The group Common Cause New York has drawn its own congressional and state Senate district maps which it submitted last week to Special Master Dr. Jonathan Cervas, who is charged with drawing the state's new boundaries for those districts after the Legislature's maps were overturned in court.

“The special master has indicated that he is going to take a serious look at everything that’s been submitted to him,” Common Cause Executive Director Susan Lerner told Capital Tonight.  “We expect that our maps will receive consideration.”

The group used software called “DistrictR” to help draw the maps, which is relatively easy to use.
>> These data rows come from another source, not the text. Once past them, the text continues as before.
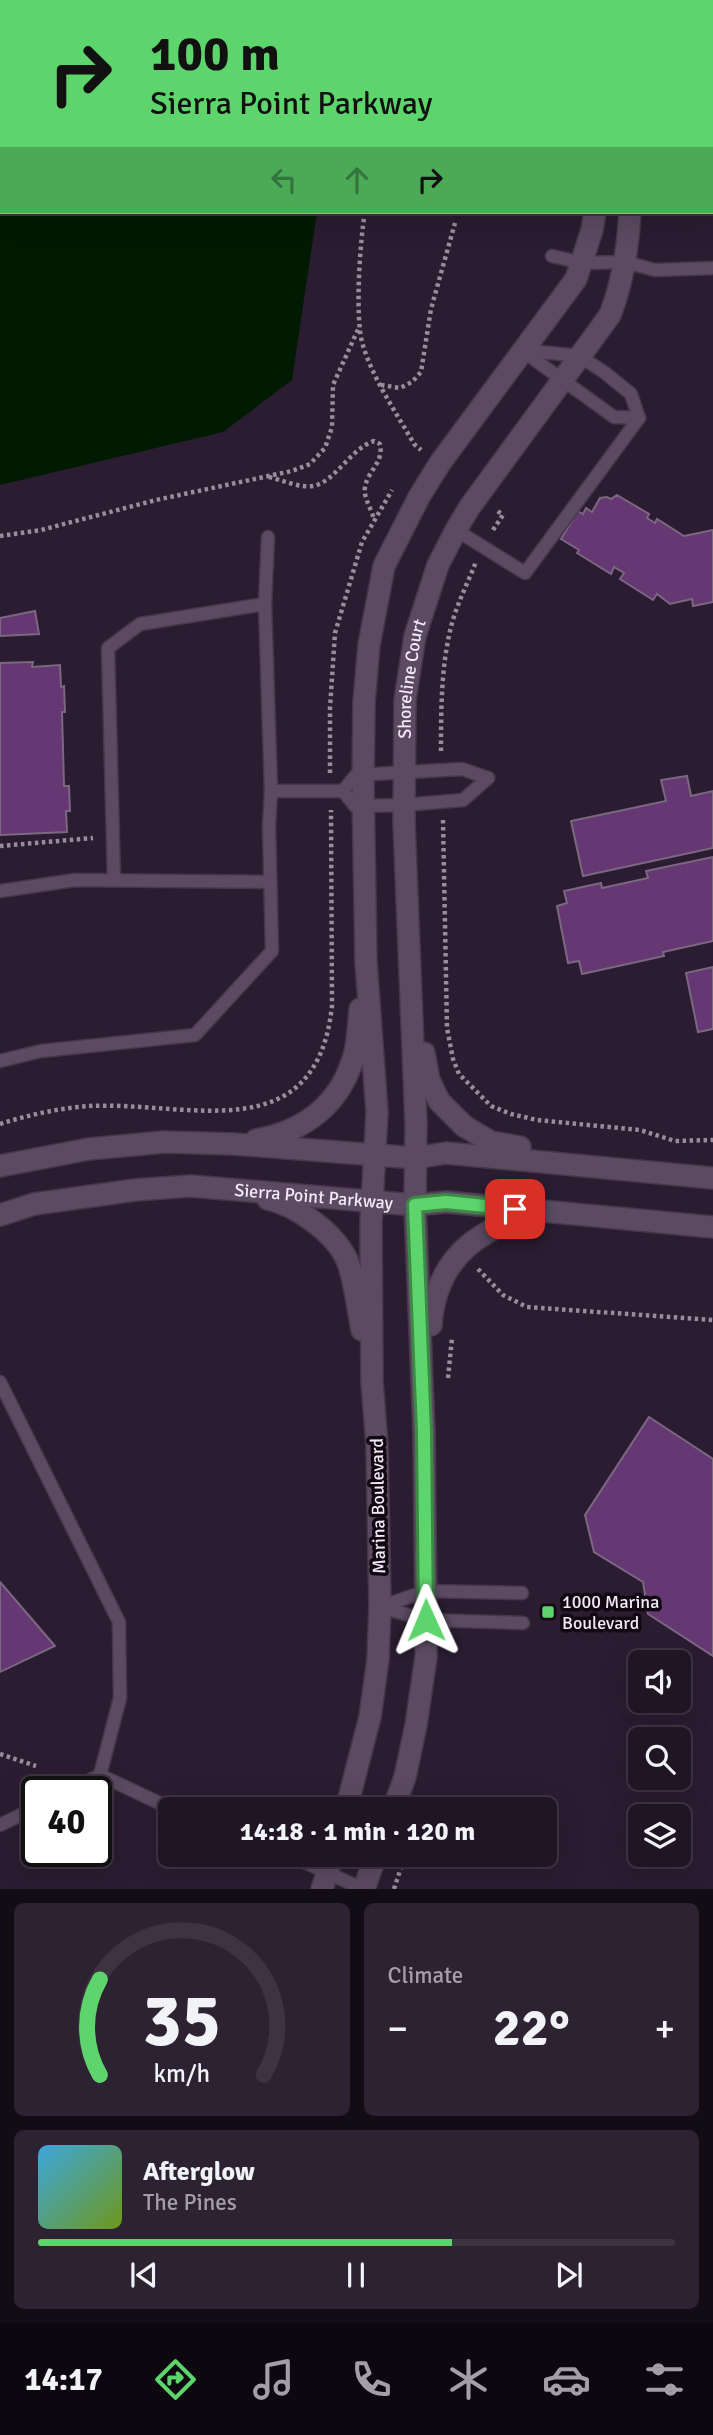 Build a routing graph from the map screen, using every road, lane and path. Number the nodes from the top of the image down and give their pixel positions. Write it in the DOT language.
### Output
graph roads {
  1 [pos="365,214"];
  2 [pos="595,214"];
  3 [pos="630,214"];
  4 [pos="455,223"];
  5 [pos="552,256"];
  6 [pos="625,262"];
  7 [pos="582,263"];
  8 [pos="713,268"];
  9 [pos="360,325"];
  10 [pos="522,350"];
  11 [pos="579,356"];
  12 [pos="561,380"];
  13 [pos="380,384"];
  14 [pos="639,418"];
  15 [pos="418,447"];
  16 [pos="267,477"];
  17 [pos="503,515"];
  18 [pos="374,521"];
  19 [pos="456,530"];
  20 [pos="491,535"];
  21 [pos="0,536"];
  22 [pos="268,537"];
  23 [pos="481,553"];
  24 [pos="265,604"];
  25 [pos="441,749"];
  26 [pos="403,771"];
  27 [pos="363,774"];
  28 [pos="344,790"];
  29 [pos="271,791"];
  30 [pos="404,805"];
  31 [pos="363,807"];
  32 [pos="442,810"];
  33 [pos="113,838"];
  34 [pos="0,846"];
  35 [pos="114,880"];
  36 [pos="270,882"];
  37 [pos="0,891"];
  38 [pos="366,962"];
  39 [pos="412,988"];
  40 [pos="0,1061"];
  41 [pos="304,1080"];
  42 [pos="0,1124"];
  43 [pos="713,1140"];
  44 [pos="234,1144"];
  45 [pos="376,1155"];
  46 [pos="415,1158"];
  47 [pos="0,1166"];
  48 [pos="648,1172"];
  49 [pos="713,1178"];
  50 [pos="190,1186"];
  51 [pos="372,1200"];
  52 [pos="415,1205"];
  53 [pos="560,1213"];
  54 [pos="0,1215"];
  55 [pos="713,1227"];
  56 [pos="471,1261"];
  57 [pos="713,1320"];
  58 [pos="0,1381"];
  59 [pos="372,1382"];
  60 [pos="424,1432"];
  61 [pos="426,1591"];
  62 [pos="522,1593"];
  63 [pos="380,1607"];
  64 [pos="426,1620"];
  65 [pos="523,1623"];
  66 [pos="0,1754"];
  67 [pos="36,1766"];
  68 [pos="100,1775"];
  69 [pos="349,1797"];
  70 [pos="398,1797"];
  71 [pos="158,1804"];
  72 [pos="21,1815"];
  73 [pos="0,1825"];
  74 [pos="372,1867"];
  75 [pos="401,1867"];
  76 [pos="327,1872"];
  77 [pos="364,1889"];
  78 [pos="394,1889"];
  1 -- 9 [label="path"];
  2 -- 7 [label="street"];
  3 -- 6 [label="street, Shoreline Court"];
  4 -- 13 [label="path"];
  5 -- 7 [label="lane"];
  6 -- 7 [label="lane"];
  6 -- 8 [label="lane"];
  6 -- 11 [label="street, Shoreline Court"];
  7 -- 10 [label="street"];
  9 -- 13 [label="path"];
  9 -- 16 [label="path"];
  10 -- 11 [label="lane"];
  10 -- 12 [label="lane"];
  10 -- 27 [label="street"];
  11 -- 12 [label="street, Shoreline Court"];
  11 -- 14 [label="lane"];
  12 -- 14 [label="lane"];
  12 -- 19 [label="street, Shoreline Court"];
  13 -- 15 [label="path"];
  14 -- 19 [label="lane"];
  16 -- 18 [label="path"];
  16 -- 21 [label="path"];
  17 -- 20 [label="path"];
  19 -- 26 [label="street, Shoreline Court"];
  22 -- 24 [label="lane"];
  23 -- 25 [label="path"];
  24 -- 29 [label="lane"];
  24 -- 33 [label="lane"];
  26 -- 27 [label="lane"];
  26 -- 30 [label="street, Shoreline Court"];
  26 -- 30 [label="lane"];
  27 -- 28 [label="lane"];
  27 -- 31 [label="street"];
  28 -- 29 [label="lane"];
  28 -- 31 [label="lane"];
  29 -- 36 [label="lane"];
  30 -- 31 [label="lane"];
  30 -- 39 [label="street, Shoreline Court"];
  31 -- 38 [label="street"];
  32 -- 43 [label="path"];
  33 -- 34 [label="path"];
  33 -- 35 [label="lane"];
  35 -- 36 [label="lane"];
  35 -- 37 [label="lane"];
  36 -- 40 [label="lane"];
  38 -- 44 [label="street"];
  38 -- 45 [label="street"];
  39 -- 46 [label="street, Shoreline Court"];
  39 -- 48 [label="street"];
  41 -- 42 [label="path"];
  44 -- 45 [label="street"];
  44 -- 47 [label="street"];
  45 -- 46 [label="street"];
  45 -- 51 [label="street"];
  46 -- 48 [label="street"];
  46 -- 52 [label="street, Shoreline Court"];
  48 -- 49 [label="street"];
  50 -- 51 [label="street, Sierra Point Parkway"];
  50 -- 54 [label="street, Sierra Point Parkway"];
  50 -- 59 [label="street"];
  51 -- 52 [label="street, Sierra Point Parkway"];
  51 -- 59 [label="street, Marina Boulevard"];
  52 -- 53 [label="street, Sierra Point Parkway"];
  52 -- 60 [label="street"];
  53 -- 55 [label="street, Sierra Point Parkway"];
  53 -- 60 [label="street"];
  56 -- 57 [label="path"];
  58 -- 68 [label="lane"];
  59 -- 63 [label="street, Marina Boulevard"];
  60 -- 61 [label="street"];
  61 -- 62 [label="lane"];
  61 -- 63 [label="lane"];
  61 -- 64 [label="street"];
  63 -- 64 [label="lane"];
  63 -- 69 [label="street, Marina Boulevard"];
  64 -- 65 [label="lane"];
  64 -- 70 [label="street"];
  66 -- 67 [label="path"];
  68 -- 71 [label="lane"];
  72 -- 73 [label="lane"];
  74 -- 77 [label="street"];
  75 -- 78 [label="path"];
  76 -- 77 [label="lane"];
} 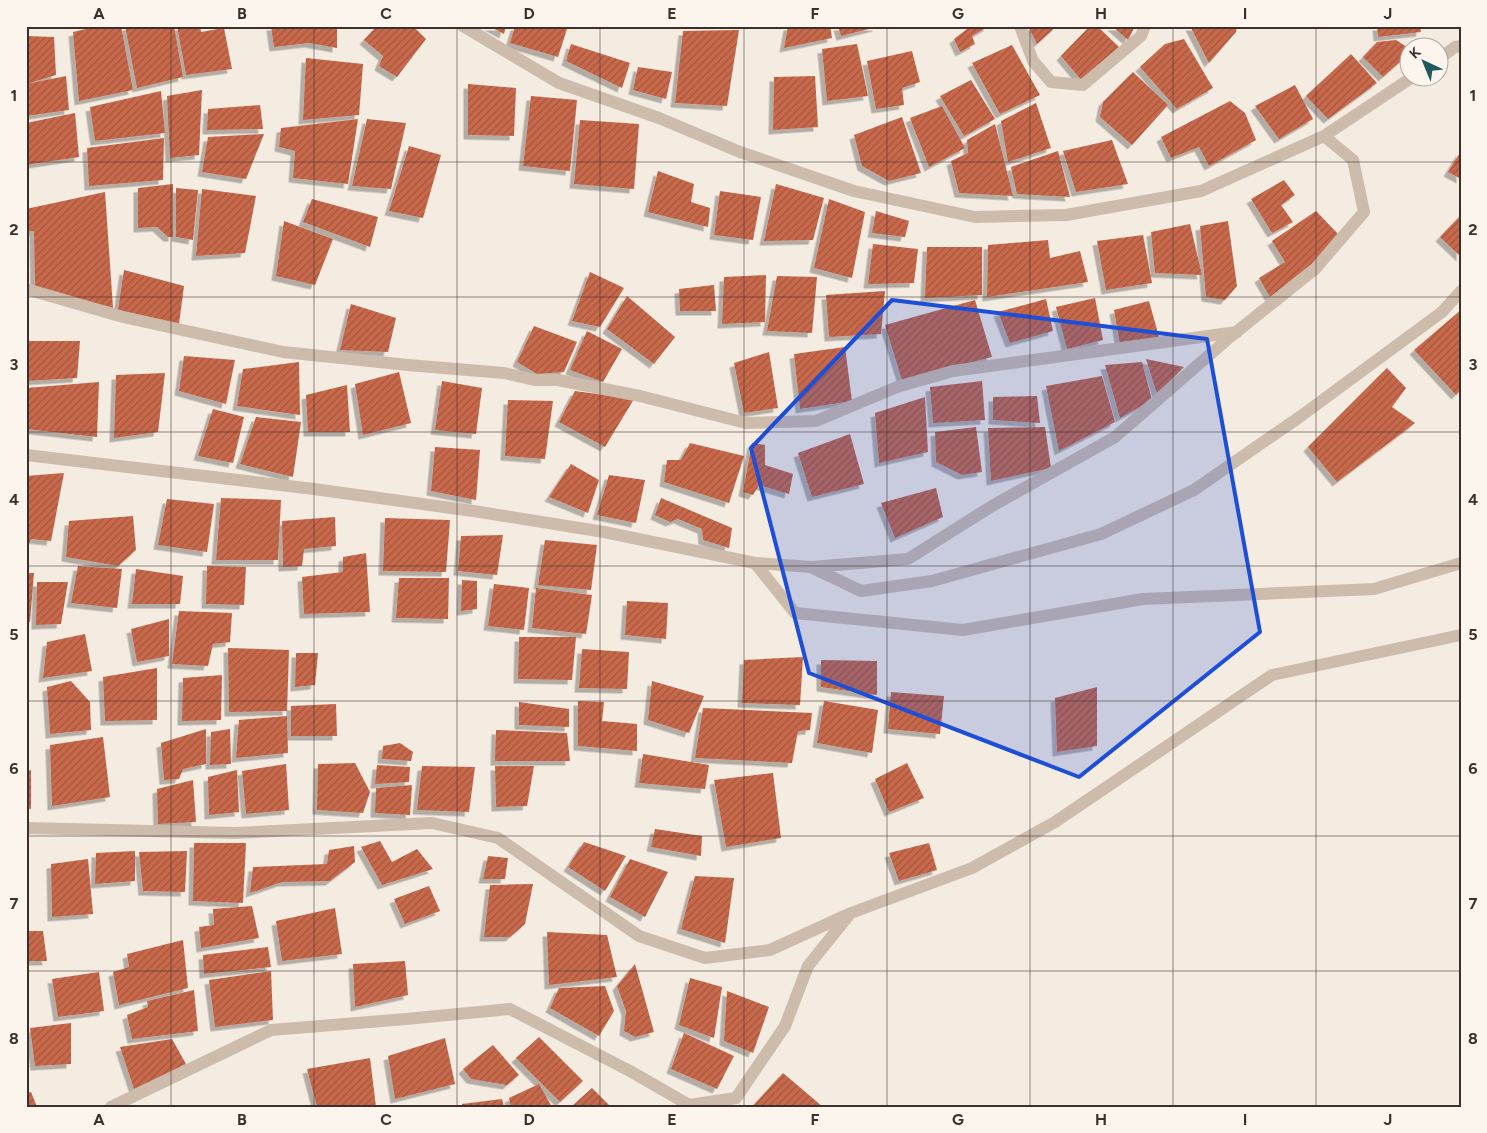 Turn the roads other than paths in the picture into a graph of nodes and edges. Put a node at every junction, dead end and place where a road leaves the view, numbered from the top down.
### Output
1 (463, 26) edge
2 (1020, 26) edge
3 (1145, 26) edge
4 (1461, 46) edge
5 (1450, 52) edge
6 (1400, 85) edge
7 (1324, 136) junction
8 (26, 289) edge
9 (1461, 291) edge
10 (1237, 332) junction
11 (26, 455) edge
12 (755, 563) junction
13 (1461, 564) edge
14 (812, 567) junction
15 (1461, 635) edge
16 (26, 828) edge
17 (850, 913) junction
18 (111, 1107) edge

1 - 7 street
2 - 3 street
4 - 5 street
6 - 7 street
7 - 10 street
8 - 10 street
9 - 14 street
10 - 14 street
11 - 12 street
12 - 13 street
12 - 14 street
15 - 17 street
16 - 17 street
17 - 18 street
You can find here.

In order to ensure that “communities of interest” were accounted for, Common Cause convened groups of New Yorkers from various geographical areas around the state and asked them to collaborate to come up with sets of maps. 

What emerged from these discussions were “community maps."

“A community map is a map where a particular group of people gets together and they collaborate in defining where the boundaries are for their neighborhood, for their actual community,” Lerner explained.

The maps that Common Cause submitted to the special master differ in some significant ways from the original maps drawn by Democrats which were ultimately cast aside by the New York State Court of Appeals.

“Our map, actually, has more of a north-south orientation and we have held, for instance, (that) Ithaca is a city that we have held together with Syracuse, for instance,” Lerner said.  “And we’ve held Tompkins County with counties to the east rather than the west because we found that in discussing situations with people on the ground in Ithaca, that they feel they have more in common with the counties to the east that have a larger number of college towns, for instance, than the counties to the west in the Southern Tier, which are much more rural and farm-oriented counties.”

Another principle that informed Common Cause’s map-making: The group believes that an urban area is a community of interest.

“So, the maps we draw hold Buffalo and Rochester together as a community of interest and we hold Syracuse and the surrounding area of Onondaga as a community of interest,” Lerner said.

As for why the group has spent time and resources creating these new maps? 

“Voters need a fair chance to choose their representatives and not have politicians choose their voters,” Lerner explained. “It’s very straight forward.”

She also warned that decade after decade of gerrymandering has led to more extremism in Congress. 

“What you have then is a situation in which the candidate doesn’t have to worry about who’s running against them in the general election, where they would need to appeal to a broader selection of voters, and tend to take more middle of the road or moderate positions,” Lerner said. “They’re frightened of being primaried and therefore they feel they need to take a more extreme position in order to discourage people in their own party from running against them.”

Lerner told Capital Tonight that her organization didn’t have the time or resources to draw new Assembly maps. 

The deadline for the special master to deliver New York state’s congressional and state Senate maps is May 20.